AIM OF THE EXERCISE: Each line of the entries below that holds "حشاد" is needed, copied in full.

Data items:
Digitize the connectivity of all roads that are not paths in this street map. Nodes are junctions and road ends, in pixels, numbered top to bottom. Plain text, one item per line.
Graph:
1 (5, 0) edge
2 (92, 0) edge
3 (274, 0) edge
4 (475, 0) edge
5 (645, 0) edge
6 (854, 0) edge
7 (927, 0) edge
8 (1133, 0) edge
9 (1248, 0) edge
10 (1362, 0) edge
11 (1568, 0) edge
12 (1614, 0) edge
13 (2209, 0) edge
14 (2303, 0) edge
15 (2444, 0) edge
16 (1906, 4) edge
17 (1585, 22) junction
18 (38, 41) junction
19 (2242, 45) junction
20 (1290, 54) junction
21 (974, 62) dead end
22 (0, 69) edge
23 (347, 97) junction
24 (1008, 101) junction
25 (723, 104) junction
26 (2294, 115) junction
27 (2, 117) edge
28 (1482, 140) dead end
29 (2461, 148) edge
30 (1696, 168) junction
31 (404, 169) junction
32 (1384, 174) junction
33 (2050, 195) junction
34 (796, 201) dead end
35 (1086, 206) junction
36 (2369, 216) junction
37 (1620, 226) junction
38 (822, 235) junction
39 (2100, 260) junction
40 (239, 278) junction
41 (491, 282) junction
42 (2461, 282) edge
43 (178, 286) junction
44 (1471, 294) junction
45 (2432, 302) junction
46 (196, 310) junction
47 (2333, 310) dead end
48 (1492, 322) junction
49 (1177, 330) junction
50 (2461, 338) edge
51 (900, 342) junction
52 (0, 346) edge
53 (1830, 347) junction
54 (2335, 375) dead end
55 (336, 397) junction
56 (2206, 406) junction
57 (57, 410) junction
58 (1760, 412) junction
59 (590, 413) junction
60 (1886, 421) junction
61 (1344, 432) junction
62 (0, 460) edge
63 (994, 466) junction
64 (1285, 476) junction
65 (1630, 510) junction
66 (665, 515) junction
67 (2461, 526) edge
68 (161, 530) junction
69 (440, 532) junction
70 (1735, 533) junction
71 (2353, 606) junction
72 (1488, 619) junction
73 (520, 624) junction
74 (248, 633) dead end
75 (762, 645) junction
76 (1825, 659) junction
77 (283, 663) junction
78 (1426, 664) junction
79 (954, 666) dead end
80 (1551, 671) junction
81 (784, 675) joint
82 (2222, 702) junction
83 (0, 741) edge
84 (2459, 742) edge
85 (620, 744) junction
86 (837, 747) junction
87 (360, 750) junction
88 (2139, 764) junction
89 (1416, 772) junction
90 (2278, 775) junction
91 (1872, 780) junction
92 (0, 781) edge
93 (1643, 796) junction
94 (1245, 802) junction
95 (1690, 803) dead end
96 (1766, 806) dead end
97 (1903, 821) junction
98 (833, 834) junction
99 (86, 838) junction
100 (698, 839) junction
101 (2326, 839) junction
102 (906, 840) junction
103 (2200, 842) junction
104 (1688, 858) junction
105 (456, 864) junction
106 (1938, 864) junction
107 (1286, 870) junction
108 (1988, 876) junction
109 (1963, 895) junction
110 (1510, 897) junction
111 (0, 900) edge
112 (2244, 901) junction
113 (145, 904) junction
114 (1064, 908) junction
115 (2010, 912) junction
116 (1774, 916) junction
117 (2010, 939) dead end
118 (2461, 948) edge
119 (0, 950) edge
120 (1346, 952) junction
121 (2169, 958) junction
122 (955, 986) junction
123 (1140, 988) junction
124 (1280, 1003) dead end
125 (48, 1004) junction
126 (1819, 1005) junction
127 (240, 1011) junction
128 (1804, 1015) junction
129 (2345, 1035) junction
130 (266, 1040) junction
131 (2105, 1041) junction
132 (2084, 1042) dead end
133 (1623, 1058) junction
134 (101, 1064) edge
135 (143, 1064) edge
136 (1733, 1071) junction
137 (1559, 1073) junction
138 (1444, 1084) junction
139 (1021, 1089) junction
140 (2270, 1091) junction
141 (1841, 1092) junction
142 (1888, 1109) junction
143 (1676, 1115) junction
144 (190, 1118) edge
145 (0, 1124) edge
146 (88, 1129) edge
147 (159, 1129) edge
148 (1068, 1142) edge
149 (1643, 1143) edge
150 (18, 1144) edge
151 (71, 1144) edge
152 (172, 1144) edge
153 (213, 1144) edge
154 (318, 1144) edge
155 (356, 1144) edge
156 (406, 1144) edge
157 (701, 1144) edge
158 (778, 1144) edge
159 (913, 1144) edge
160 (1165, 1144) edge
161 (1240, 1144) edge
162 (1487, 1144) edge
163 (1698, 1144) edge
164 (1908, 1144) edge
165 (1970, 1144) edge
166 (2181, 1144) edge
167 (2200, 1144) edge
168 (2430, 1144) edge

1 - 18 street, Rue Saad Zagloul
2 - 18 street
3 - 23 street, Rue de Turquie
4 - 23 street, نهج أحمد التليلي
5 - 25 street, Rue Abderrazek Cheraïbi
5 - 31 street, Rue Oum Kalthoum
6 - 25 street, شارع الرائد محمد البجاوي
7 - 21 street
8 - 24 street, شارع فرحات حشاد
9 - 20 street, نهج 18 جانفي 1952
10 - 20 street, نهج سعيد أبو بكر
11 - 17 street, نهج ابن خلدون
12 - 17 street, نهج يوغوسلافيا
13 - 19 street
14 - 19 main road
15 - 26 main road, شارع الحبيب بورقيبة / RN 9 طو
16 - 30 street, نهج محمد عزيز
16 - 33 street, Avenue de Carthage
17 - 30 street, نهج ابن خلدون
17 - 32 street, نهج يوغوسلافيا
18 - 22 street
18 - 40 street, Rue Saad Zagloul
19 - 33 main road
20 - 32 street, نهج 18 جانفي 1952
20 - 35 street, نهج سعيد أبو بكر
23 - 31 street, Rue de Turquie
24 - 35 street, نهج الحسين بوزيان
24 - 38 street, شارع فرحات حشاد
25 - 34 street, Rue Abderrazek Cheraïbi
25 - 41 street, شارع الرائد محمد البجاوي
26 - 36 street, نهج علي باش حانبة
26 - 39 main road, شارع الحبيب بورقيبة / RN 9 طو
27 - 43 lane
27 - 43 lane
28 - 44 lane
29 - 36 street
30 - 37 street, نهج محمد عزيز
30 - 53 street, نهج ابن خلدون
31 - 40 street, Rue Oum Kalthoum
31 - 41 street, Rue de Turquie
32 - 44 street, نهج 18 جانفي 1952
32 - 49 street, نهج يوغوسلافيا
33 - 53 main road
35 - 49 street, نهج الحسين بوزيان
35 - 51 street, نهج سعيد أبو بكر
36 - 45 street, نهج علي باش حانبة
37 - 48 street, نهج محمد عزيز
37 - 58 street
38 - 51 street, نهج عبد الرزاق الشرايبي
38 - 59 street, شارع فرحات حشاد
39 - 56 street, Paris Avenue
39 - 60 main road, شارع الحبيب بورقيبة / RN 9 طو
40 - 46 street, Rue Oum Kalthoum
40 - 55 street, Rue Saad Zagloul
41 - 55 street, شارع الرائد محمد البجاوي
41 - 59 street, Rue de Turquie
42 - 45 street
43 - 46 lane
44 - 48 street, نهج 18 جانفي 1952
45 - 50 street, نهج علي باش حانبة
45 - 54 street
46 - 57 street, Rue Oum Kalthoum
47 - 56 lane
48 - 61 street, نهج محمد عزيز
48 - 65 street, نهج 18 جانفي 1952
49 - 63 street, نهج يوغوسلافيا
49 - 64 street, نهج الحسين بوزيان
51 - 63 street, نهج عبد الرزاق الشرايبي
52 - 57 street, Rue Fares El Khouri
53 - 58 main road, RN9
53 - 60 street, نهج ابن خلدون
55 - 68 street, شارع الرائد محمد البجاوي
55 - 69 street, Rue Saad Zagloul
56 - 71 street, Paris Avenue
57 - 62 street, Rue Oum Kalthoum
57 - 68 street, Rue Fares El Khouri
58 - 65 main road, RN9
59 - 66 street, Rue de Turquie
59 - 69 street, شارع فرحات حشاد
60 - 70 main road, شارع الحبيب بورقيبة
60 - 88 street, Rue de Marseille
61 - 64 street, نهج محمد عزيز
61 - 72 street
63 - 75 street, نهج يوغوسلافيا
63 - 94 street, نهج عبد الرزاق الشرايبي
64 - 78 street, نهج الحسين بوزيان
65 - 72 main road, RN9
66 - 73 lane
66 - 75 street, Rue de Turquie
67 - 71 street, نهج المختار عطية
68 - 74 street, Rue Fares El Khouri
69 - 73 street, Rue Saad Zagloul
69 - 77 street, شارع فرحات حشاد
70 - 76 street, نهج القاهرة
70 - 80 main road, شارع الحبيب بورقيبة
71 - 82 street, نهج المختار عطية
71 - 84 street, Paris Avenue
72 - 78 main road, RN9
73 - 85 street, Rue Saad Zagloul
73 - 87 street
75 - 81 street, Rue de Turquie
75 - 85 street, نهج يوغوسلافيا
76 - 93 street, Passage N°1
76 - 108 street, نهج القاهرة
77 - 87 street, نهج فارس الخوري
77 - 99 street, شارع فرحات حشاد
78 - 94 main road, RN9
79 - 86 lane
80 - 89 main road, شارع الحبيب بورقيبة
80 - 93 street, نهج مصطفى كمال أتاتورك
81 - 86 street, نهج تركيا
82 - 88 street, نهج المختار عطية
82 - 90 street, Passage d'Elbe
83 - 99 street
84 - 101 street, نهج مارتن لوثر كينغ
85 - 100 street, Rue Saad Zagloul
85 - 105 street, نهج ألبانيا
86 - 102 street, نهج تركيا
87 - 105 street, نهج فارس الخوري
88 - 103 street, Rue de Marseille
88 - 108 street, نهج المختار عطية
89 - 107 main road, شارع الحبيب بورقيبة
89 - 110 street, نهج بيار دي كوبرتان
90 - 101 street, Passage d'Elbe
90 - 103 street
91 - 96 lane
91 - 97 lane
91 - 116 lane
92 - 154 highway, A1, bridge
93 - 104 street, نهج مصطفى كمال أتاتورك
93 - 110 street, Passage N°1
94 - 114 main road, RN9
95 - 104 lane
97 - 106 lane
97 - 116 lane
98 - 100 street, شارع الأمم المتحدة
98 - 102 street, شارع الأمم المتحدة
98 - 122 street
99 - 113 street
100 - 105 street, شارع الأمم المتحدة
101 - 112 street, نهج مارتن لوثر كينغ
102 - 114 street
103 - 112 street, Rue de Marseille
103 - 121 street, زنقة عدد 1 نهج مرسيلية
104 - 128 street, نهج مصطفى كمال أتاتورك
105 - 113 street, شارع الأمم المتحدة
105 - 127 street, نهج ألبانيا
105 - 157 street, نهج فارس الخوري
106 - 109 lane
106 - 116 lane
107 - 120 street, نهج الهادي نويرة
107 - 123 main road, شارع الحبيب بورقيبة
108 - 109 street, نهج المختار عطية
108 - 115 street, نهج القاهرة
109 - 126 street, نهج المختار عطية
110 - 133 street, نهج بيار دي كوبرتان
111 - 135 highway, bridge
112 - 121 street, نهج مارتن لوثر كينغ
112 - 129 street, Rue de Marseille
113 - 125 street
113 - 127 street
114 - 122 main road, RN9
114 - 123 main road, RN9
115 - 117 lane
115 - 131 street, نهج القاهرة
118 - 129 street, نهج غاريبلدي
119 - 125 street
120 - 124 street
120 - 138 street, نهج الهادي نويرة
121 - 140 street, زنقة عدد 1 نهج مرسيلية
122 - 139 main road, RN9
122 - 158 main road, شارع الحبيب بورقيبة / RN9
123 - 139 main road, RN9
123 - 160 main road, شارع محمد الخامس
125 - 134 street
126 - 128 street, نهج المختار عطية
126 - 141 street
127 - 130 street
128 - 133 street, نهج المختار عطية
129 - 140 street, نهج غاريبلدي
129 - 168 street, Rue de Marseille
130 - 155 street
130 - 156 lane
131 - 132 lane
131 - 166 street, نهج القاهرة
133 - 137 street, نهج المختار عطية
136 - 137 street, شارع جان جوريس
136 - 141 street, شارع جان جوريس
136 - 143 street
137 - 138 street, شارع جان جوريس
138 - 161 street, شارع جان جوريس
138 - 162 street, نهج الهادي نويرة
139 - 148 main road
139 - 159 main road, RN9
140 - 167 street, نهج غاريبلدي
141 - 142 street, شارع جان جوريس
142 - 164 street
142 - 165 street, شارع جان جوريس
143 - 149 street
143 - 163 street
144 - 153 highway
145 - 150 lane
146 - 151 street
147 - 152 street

REPLY:
8 - 24 street, شارع فرحات حشاد
24 - 38 street, شارع فرحات حشاد
38 - 59 street, شارع فرحات حشاد
59 - 69 street, شارع فرحات حشاد
69 - 77 street, شارع فرحات حشاد
77 - 99 street, شارع فرحات حشاد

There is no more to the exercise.